| RECORDS FOR THIS EXERCISE |
Segment Open
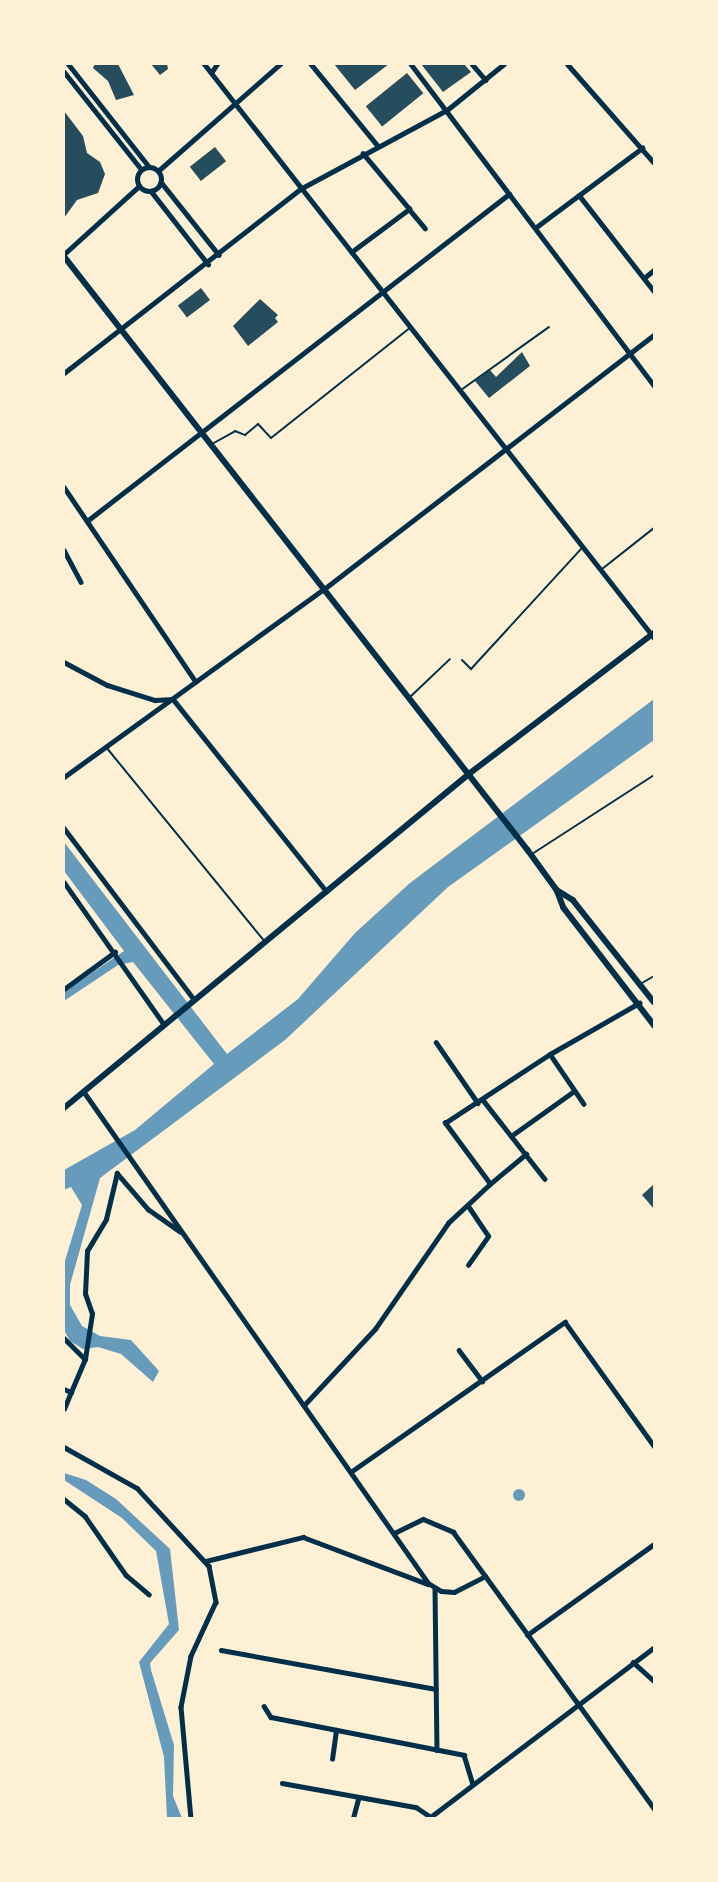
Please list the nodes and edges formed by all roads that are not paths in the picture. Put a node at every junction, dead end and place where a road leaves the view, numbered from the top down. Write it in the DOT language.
graph roads {
  1 [pos="68,64"];
  2 [pos="204,64"];
  3 [pos="217,64"];
  4 [pos="280,64"];
  5 [pos="311,64"];
  6 [pos="411,64"];
  7 [pos="472,64"];
  8 [pos="504,64"];
  9 [pos="567,64"];
  10 [pos="64,72"];
  11 [pos="211,73"];
  12 [pos="486,80"];
  13 [pos="235,104"];
  14 [pos="447,110"];
  15 [pos="378,146"];
  16 [pos="642,147"];
  17 [pos="363,154"];
  18 [pos="654,163"];
  19 [pos="148,167"];
  20 [pos="141,169"];
  21 [pos="158,170"];
  22 [pos="161,182"];
  23 [pos="139,186"];
  24 [pos="302,188"];
  25 [pos="151,191"];
  26 [pos="510,194"];
  27 [pos="579,195"];
  28 [pos="409,209"];
  29 [pos="425,228"];
  30 [pos="536,228"];
  31 [pos="354,250"];
  32 [pos="64,255"];
  33 [pos="219,256"];
  34 [pos="208,264"];
  35 [pos="654,270"];
  36 [pos="644,278"];
  37 [pos="385,290"];
  38 [pos="654,291"];
  39 [pos="412,327"];
  40 [pos="549,327"];
  41 [pos="121,330"];
  42 [pos="654,335"];
  43 [pos="631,355"];
  44 [pos="64,373"];
  45 [pos="654,385"];
  46 [pos="459,391"];
  47 [pos="202,432"];
  48 [pos="211,444"];
  49 [pos="504,450"];
  50 [pos="64,487"];
  51 [pos="87,521"];
  52 [pos="654,528"];
  53 [pos="582,548"];
  54 [pos="64,550"];
  55 [pos="600,570"];
  56 [pos="81,582"];
  57 [pos="324,589"];
  58 [pos="653,635"];
  59 [pos="450,659"];
  60 [pos="462,660"];
  61 [pos="64,662"];
  62 [pos="196,682"];
  63 [pos="409,698"];
  64 [pos="173,699"];
  65 [pos="106,747"];
  66 [pos="469,774"];
  67 [pos="654,775"];
  68 [pos="64,777"];
  69 [pos="64,828"];
  70 [pos="530,852"];
  71 [pos="64,882"];
  72 [pos="557,890"];
  73 [pos="326,891"];
  74 [pos="264,942"];
  75 [pos="115,952"];
  76 [pos="654,976"];
  77 [pos="640,984"];
  78 [pos="64,989"];
  79 [pos="649,996"];
  80 [pos="193,1000"];
  81 [pos="654,1002"];
  82 [pos="639,1003"];
  83 [pos="163,1023"];
  84 [pos="654,1025"];
  85 [pos="436,1042"];
  86 [pos="550,1054"];
  87 [pos="83,1091"];
  88 [pos="574,1091"];
  89 [pos="481,1101"];
  90 [pos="584,1104"];
  91 [pos="64,1108"];
  92 [pos="511,1136"];
  93 [pos="526,1154"];
  94 [pos="545,1179"];
  95 [pos="490,1184"];
  96 [pos="469,1208"];
  97 [pos="182,1232"];
  98 [pos="468,1265"];
  99 [pos="64,1338"];
  100 [pos="459,1350"];
  101 [pos="85,1359"];
  102 [pos="482,1381"];
  103 [pos="64,1389"];
  104 [pos="71,1392"];
  105 [pos="305,1404"];
  106 [pos="64,1409"];
  107 [pos="654,1446"];
  108 [pos="64,1448"];
  109 [pos="352,1471"];
  110 [pos="64,1499"];
  111 [pos="394,1533"];
  112 [pos="654,1544"];
  113 [pos="206,1561"];
  114 [pos="485,1576"];
  115 [pos="432,1586"];
  116 [pos="149,1594"];
  117 [pos="527,1635"];
  118 [pos="654,1647"];
  119 [pos="221,1650"];
  120 [pos="633,1662"];
  121 [pos="654,1681"];
  122 [pos="435,1689"];
  123 [pos="578,1703"];
  124 [pos="264,1706"];
  125 [pos="336,1730"];
  126 [pos="437,1750"];
  127 [pos="332,1760"];
  128 [pos="282,1783"];
  129 [pos="473,1784"];
  130 [pos="358,1799"];
  131 [pos="654,1809"];
  132 [pos="192,1818"];
  133 [pos="353,1818"];
  134 [pos="430,1818"];
  1 -- 19 [label="street"];
  2 -- 11 [label="street"];
  3 -- 11 [label="street"];
  4 -- 13 [label="street"];
  5 -- 15 [label="street"];
  6 -- 14 [label="street"];
  7 -- 12 [label="street"];
  8 -- 12 [label="street"];
  9 -- 16 [label="street"];
  10 -- 20 [label="street"];
  11 -- 13 [label="street"];
  12 -- 14 [label="street"];
  13 -- 21 [label="street"];
  13 -- 24 [label="street"];
  14 -- 15 [label="street"];
  14 -- 26 [label="street"];
  15 -- 17 [label="street"];
  16 -- 18 [label="street"];
  16 -- 27 [label="street"];
  17 -- 24 [label="street"];
  17 -- 28 [label="street"];
  19 -- 20 [label="street"];
  19 -- 21 [label="street"];
  20 -- 23 [label="street"];
  21 -- 22 [label="street"];
  22 -- 25 [label="street"];
  22 -- 33 [label="street"];
  23 -- 25 [label="street"];
  23 -- 32 [label="street"];
  24 -- 31 [label="street"];
  24 -- 33 [label="street"];
  25 -- 34 [label="street"];
  26 -- 30 [label="street"];
  26 -- 37 [label="street"];
  27 -- 30 [label="street"];
  27 -- 36 [label="street"];
  28 -- 29 [label="street"];
  28 -- 31 [label="street"];
  30 -- 43 [label="street"];
  31 -- 37 [label="street"];
  32 -- 41 [label="main road"];
  33 -- 34 [label="street"];
  34 -- 41 [label="street"];
  35 -- 36 [label="street"];
  36 -- 38 [label="street"];
  37 -- 39 [label="street"];
  37 -- 47 [label="street"];
  39 -- 46 [label="street"];
  39 -- 48 [label="lane"];
  40 -- 46 [label="lane"];
  41 -- 44 [label="street"];
  41 -- 47 [label="main road"];
  42 -- 43 [label="street"];
  43 -- 45 [label="street"];
  43 -- 49 [label="street"];
  46 -- 49 [label="street"];
  47 -- 48 [label="main road"];
  47 -- 51 [label="street"];
  48 -- 57 [label="main road"];
  49 -- 53 [label="street"];
  49 -- 57 [label="street"];
  50 -- 51 [label="street"];
  51 -- 62 [label="street"];
  52 -- 55 [label="lane"];
  53 -- 55 [label="street"];
  53 -- 60 [label="lane"];
  54 -- 56 [label="street"];
  55 -- 58 [label="street"];
  57 -- 62 [label="street"];
  57 -- 63 [label="main road"];
  58 -- 66 [label="main road"];
  59 -- 63 [label="lane"];
  61 -- 64 [label="street"];
  62 -- 64 [label="street"];
  63 -- 66 [label="main road"];
  64 -- 65 [label="street"];
  64 -- 73 [label="street"];
  65 -- 68 [label="street"];
  65 -- 74 [label="lane"];
  66 -- 70 [label="main road"];
  66 -- 73 [label="main road"];
  67 -- 70 [label="lane"];
  69 -- 80 [label="street"];
  70 -- 72 [label="main road"];
  71 -- 75 [label="street"];
  72 -- 77 [label="main road"];
  72 -- 82 [label="main road"];
  73 -- 74 [label="main road"];
  74 -- 80 [label="main road"];
  75 -- 78 [label="street"];
  75 -- 83 [label="street"];
  76 -- 77 [label="lane"];
  77 -- 79 [label="main road"];
  79 -- 81 [label="main road"];
  79 -- 82 [label="main road"];
  80 -- 83 [label="main road"];
  82 -- 84 [label="main road"];
  82 -- 86 [label="street"];
  83 -- 87 [label="main road"];
  85 -- 89 [label="street"];
  86 -- 88 [label="street"];
  86 -- 89 [label="street"];
  87 -- 91 [label="main road"];
  87 -- 97 [label="street"];
  88 -- 90 [label="street"];
  88 -- 92 [label="street"];
  89 -- 92 [label="street"];
  89 -- 95 [label="street"];
  92 -- 93 [label="street"];
  93 -- 94 [label="street"];
  93 -- 95 [label="street"];
  95 -- 96 [label="street"];
  96 -- 98 [label="street"];
  96 -- 105 [label="street"];
  97 -- 101 [label="street"];
  97 -- 105 [label="street"];
  99 -- 101 [label="street"];
  100 -- 102 [label="street"];
  101 -- 104 [label="street"];
  102 -- 107 [label="street"];
  102 -- 109 [label="street"];
  103 -- 104 [label="street"];
  104 -- 106 [label="street"];
  105 -- 109 [label="street"];
  108 -- 113 [label="street"];
  109 -- 111 [label="street"];
  110 -- 116 [label="street"];
  111 -- 114 [label="street"];
  111 -- 115 [label="street"];
  112 -- 117 [label="street"];
  113 -- 115 [label="street"];
  113 -- 132 [label="street"];
  114 -- 115 [label="street"];
  114 -- 117 [label="street"];
  115 -- 122 [label="street"];
  117 -- 123 [label="street"];
  118 -- 120 [label="street"];
  119 -- 122 [label="street"];
  120 -- 121 [label="street"];
  120 -- 123 [label="street"];
  122 -- 126 [label="street"];
  123 -- 129 [label="street"];
  123 -- 131 [label="street"];
  124 -- 125 [label="street"];
  125 -- 126 [label="street"];
  125 -- 127 [label="street"];
  126 -- 129 [label="street"];
  128 -- 130 [label="street"];
  129 -- 134 [label="street"];
  130 -- 133 [label="street"];
  130 -- 134 [label="street"];
}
Segment Closed
| EXERCISE |
Tally the lines of the listing above that include the word "lane". Answer with the number alone.

| OUTPUT FOR THIS TASK |
8